═════ Entries shown ═════
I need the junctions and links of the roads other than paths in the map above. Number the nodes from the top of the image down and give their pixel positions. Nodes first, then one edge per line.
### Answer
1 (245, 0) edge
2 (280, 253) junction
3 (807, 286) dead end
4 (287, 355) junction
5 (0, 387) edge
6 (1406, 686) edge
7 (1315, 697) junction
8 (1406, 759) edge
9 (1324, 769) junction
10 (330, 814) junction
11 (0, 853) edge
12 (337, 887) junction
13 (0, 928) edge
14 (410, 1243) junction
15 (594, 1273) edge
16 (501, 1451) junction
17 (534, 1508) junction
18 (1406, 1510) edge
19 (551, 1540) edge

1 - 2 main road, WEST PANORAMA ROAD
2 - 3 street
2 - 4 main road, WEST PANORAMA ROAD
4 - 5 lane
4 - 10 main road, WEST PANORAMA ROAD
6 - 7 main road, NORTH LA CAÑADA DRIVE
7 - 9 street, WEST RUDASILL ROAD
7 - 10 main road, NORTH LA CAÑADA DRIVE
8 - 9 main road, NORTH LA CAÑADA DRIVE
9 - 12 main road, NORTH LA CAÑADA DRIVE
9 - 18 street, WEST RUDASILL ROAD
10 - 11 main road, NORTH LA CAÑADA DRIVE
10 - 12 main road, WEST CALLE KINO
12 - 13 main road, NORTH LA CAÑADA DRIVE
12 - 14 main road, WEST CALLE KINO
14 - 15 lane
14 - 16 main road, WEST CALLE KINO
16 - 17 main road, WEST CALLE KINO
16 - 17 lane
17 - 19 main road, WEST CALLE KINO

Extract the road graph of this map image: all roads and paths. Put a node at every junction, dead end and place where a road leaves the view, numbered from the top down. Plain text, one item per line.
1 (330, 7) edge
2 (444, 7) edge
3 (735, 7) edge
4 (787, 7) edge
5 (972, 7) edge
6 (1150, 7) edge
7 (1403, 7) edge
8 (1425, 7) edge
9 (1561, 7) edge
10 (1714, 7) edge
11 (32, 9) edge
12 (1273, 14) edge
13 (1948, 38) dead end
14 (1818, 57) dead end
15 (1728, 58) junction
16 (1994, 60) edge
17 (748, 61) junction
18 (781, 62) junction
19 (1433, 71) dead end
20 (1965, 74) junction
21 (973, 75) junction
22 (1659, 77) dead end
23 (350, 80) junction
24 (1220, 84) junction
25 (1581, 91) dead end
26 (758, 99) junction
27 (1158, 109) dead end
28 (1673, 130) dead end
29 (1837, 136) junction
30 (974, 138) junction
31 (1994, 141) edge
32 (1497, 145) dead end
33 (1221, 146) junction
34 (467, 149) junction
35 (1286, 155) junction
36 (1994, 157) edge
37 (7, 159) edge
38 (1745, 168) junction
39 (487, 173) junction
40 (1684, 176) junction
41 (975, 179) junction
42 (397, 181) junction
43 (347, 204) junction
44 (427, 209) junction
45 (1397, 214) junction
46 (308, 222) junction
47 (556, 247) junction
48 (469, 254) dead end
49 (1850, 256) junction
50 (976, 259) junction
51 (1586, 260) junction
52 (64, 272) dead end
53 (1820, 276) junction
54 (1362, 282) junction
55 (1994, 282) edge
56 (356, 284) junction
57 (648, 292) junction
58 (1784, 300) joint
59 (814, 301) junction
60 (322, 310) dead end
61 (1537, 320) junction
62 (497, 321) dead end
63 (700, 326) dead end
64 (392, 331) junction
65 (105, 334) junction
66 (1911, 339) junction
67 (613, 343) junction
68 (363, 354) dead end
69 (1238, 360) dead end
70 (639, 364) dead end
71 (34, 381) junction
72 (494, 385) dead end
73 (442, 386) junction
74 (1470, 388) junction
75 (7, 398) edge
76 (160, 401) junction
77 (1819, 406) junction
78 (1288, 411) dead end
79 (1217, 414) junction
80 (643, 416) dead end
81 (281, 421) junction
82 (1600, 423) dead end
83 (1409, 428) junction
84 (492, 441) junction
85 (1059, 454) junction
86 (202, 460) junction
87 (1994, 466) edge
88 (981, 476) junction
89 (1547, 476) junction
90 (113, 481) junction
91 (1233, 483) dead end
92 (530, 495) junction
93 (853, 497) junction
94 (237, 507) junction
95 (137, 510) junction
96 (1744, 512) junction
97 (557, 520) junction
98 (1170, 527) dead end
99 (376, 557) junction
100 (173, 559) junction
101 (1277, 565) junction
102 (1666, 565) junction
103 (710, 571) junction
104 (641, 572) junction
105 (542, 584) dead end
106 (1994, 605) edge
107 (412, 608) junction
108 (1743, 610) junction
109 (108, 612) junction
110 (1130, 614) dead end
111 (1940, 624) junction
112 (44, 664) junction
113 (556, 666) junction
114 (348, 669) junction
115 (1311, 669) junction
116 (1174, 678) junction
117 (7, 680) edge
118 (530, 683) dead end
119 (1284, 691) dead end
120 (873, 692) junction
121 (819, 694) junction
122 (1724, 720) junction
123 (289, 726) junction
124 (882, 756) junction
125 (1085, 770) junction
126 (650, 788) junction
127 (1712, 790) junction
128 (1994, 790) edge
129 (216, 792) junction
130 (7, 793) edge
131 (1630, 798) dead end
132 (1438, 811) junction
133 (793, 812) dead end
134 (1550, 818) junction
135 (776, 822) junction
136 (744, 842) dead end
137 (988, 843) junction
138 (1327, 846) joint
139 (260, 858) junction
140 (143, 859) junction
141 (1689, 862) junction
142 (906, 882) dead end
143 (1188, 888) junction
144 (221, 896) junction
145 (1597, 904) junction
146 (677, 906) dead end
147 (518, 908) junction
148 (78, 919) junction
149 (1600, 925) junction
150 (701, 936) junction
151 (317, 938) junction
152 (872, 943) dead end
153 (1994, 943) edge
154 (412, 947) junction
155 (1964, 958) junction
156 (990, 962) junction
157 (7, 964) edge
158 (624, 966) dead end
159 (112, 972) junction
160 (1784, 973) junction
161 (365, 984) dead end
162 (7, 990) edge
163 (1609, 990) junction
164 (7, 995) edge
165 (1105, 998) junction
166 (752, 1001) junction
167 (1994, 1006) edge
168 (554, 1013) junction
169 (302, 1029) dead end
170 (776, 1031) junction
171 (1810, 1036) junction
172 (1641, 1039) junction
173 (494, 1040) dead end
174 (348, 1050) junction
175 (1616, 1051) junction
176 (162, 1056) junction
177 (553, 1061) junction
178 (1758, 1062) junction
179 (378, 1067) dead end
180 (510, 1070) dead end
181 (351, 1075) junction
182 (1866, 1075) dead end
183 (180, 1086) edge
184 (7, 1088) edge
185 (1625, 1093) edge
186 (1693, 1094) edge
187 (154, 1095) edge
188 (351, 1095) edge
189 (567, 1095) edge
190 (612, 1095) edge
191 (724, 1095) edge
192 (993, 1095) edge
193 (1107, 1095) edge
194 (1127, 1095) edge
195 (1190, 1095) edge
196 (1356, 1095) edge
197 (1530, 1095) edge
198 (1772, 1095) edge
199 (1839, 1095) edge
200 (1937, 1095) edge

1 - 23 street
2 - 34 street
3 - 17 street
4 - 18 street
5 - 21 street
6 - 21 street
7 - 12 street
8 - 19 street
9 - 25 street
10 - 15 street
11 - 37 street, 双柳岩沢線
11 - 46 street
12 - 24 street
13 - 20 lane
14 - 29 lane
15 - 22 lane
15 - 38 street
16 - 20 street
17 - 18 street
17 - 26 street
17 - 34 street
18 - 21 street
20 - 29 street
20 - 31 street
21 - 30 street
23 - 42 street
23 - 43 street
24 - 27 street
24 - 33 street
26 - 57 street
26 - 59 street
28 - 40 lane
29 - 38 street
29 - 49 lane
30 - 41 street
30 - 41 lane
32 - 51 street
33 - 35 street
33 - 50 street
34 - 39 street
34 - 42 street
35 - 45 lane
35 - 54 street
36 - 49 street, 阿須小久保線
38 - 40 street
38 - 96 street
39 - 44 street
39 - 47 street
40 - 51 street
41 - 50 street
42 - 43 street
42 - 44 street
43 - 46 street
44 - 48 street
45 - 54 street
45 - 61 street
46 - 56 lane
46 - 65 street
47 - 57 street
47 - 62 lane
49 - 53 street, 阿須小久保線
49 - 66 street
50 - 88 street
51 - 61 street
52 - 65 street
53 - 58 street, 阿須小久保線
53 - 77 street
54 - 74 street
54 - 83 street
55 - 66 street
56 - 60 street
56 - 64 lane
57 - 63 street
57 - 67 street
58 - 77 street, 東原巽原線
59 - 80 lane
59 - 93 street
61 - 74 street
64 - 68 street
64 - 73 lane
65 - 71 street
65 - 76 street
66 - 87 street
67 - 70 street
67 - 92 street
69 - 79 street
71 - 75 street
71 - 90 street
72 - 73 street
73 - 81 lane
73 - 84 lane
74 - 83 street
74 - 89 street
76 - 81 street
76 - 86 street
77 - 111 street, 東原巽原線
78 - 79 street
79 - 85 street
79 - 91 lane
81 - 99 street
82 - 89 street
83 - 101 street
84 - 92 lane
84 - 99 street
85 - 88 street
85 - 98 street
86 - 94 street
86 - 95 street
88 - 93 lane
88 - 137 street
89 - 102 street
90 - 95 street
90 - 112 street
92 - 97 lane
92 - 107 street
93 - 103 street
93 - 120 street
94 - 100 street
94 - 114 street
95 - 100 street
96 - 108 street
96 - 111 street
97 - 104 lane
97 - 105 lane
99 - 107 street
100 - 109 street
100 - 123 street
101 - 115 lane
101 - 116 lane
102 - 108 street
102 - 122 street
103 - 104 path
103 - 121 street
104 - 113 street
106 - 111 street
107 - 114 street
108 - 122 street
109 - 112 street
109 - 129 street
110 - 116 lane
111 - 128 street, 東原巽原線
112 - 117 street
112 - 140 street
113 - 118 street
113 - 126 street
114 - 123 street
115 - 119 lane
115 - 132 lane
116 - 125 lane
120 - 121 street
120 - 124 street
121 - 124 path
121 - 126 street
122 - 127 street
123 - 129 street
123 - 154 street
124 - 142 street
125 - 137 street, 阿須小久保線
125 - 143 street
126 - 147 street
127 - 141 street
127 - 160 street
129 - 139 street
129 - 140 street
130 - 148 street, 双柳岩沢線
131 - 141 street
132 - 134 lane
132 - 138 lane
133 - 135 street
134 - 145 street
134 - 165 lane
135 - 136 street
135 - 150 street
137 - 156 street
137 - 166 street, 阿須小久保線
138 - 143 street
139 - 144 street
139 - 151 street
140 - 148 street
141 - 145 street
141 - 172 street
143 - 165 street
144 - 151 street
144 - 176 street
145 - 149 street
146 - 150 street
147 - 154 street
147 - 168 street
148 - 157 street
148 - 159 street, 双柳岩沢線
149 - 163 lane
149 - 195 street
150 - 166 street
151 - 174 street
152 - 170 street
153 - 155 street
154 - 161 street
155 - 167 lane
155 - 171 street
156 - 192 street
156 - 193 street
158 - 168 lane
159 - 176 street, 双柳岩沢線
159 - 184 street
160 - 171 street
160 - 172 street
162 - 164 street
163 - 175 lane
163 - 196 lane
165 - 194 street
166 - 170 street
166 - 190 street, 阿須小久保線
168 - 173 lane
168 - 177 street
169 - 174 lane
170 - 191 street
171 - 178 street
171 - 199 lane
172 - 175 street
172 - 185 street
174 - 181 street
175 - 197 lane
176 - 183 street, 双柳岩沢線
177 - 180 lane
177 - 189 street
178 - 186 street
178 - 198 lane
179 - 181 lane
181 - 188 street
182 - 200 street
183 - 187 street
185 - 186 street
═════
═════ Entries shown ═════
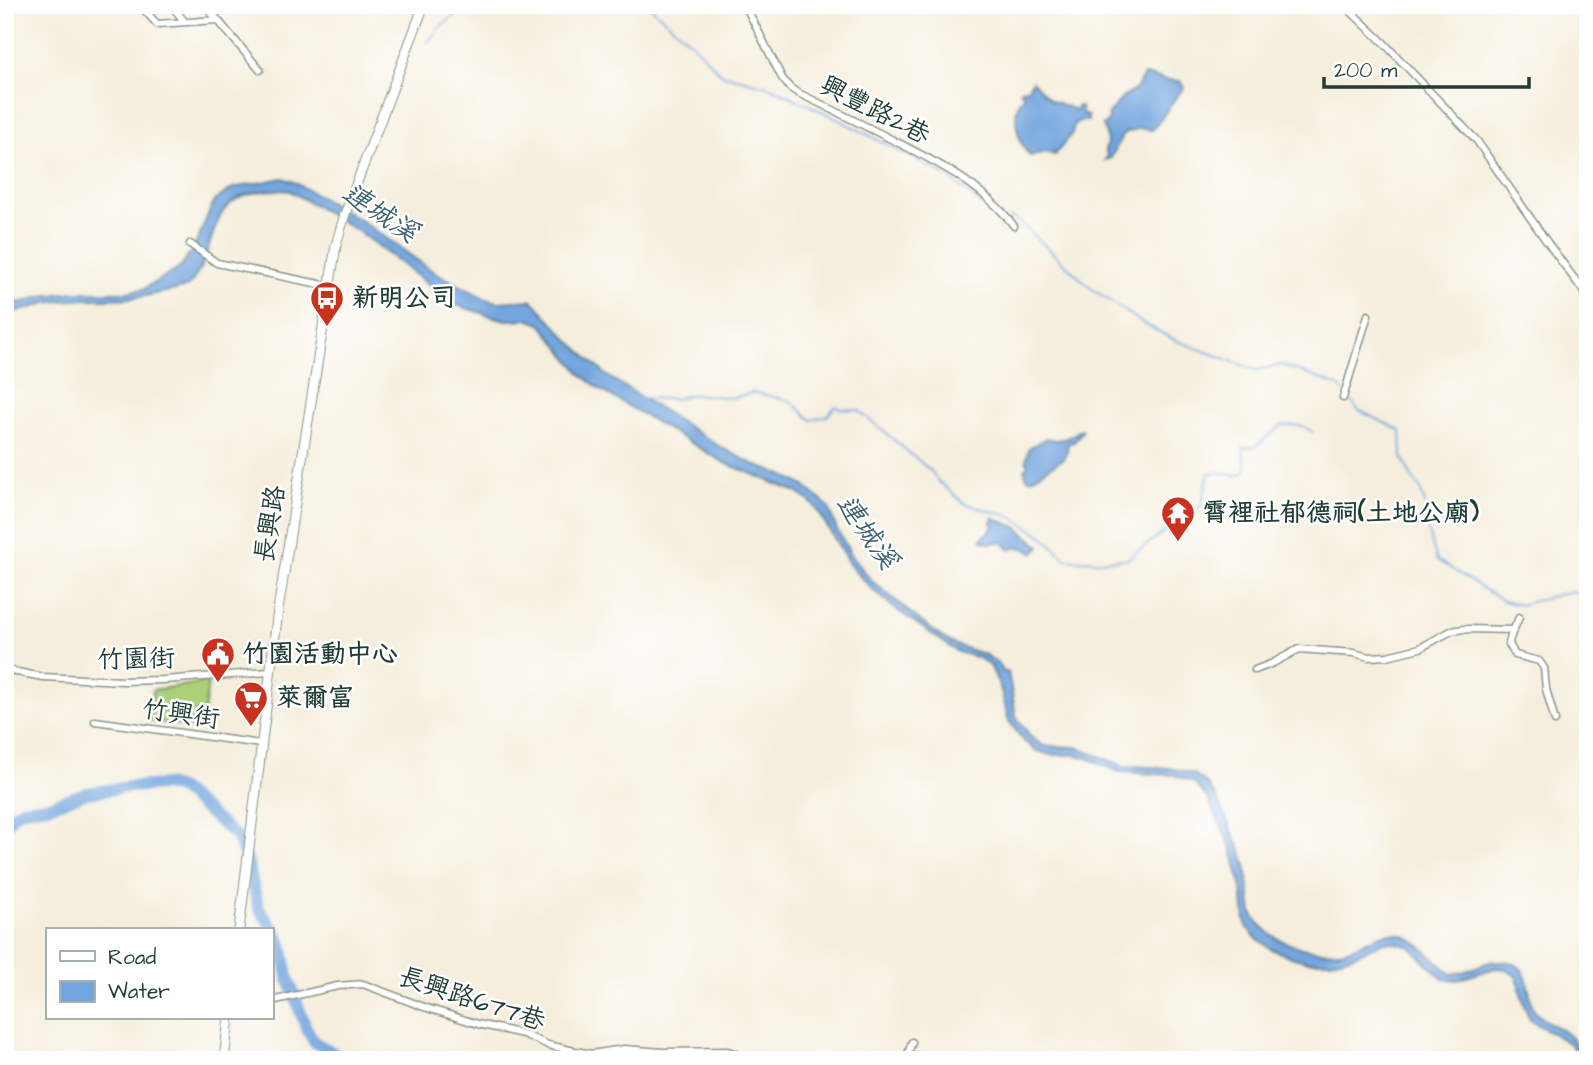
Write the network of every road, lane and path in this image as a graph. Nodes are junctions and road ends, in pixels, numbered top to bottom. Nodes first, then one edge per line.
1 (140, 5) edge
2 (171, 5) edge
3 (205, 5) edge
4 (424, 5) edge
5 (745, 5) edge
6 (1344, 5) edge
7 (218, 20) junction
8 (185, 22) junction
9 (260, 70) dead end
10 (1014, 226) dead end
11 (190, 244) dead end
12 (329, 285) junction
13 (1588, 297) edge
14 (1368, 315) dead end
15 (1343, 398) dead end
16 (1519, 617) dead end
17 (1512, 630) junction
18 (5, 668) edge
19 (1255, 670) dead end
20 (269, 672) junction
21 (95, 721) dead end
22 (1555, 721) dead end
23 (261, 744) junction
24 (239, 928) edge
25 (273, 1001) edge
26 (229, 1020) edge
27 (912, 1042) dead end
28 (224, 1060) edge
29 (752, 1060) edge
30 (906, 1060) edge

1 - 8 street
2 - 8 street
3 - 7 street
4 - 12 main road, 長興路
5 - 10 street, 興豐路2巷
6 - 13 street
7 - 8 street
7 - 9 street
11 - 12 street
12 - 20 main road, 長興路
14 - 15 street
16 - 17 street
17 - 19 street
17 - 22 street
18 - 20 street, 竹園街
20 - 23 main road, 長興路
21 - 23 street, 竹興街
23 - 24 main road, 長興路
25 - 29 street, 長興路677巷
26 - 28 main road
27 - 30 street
═════
• _Work instructions_
From the data above, pick out each line containing "NORTH" and copy it.

• _Solution to the problem_
6 - 7 main road, NORTH LA CAÑADA DRIVE
7 - 10 main road, NORTH LA CAÑADA DRIVE
8 - 9 main road, NORTH LA CAÑADA DRIVE
9 - 12 main road, NORTH LA CAÑADA DRIVE
10 - 11 main road, NORTH LA CAÑADA DRIVE
12 - 13 main road, NORTH LA CAÑADA DRIVE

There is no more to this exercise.